ASSIGNMENT – While reading the listing below, count how many lines hold the word "Sans", and answer with the number only.

*** Block opens ***

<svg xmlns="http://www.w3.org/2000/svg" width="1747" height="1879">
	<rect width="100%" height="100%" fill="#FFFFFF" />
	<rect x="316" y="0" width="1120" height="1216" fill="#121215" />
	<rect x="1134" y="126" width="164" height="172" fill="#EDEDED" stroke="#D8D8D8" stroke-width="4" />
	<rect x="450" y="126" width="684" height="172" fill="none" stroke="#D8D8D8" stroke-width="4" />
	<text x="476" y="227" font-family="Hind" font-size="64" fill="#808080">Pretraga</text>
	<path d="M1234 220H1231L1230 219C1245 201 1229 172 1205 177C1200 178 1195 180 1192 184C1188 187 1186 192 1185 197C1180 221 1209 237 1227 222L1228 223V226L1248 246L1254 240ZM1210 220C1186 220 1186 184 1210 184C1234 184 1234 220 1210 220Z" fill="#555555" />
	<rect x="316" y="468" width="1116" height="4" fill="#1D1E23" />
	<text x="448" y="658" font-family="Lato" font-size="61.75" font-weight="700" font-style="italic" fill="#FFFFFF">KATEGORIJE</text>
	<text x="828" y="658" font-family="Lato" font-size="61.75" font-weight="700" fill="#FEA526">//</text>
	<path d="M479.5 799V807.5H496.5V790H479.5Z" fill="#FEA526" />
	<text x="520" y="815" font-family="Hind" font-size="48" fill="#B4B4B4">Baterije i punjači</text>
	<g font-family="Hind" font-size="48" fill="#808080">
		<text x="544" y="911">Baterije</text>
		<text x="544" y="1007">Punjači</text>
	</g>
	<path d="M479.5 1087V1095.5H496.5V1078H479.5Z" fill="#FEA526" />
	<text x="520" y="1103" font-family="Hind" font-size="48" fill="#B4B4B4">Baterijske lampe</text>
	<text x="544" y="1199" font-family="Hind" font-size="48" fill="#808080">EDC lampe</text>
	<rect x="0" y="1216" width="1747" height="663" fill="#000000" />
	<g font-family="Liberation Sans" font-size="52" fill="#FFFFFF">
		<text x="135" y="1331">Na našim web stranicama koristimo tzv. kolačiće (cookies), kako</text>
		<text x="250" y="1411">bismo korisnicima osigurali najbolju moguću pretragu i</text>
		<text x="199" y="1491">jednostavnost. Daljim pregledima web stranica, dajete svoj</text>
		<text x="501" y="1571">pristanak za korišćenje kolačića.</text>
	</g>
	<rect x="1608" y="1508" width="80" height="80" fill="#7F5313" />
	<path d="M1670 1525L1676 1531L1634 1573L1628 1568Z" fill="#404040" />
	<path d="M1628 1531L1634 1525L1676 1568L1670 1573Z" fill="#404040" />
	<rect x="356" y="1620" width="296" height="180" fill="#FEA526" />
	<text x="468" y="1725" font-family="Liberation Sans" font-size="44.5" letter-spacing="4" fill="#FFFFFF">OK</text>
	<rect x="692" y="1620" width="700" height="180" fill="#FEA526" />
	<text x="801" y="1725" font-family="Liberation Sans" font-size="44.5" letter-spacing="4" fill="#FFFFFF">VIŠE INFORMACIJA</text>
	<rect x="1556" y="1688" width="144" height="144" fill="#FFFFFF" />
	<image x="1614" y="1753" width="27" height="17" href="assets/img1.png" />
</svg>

*** Block closes ***

RESPONSE FOR THIS EXERCISE – 3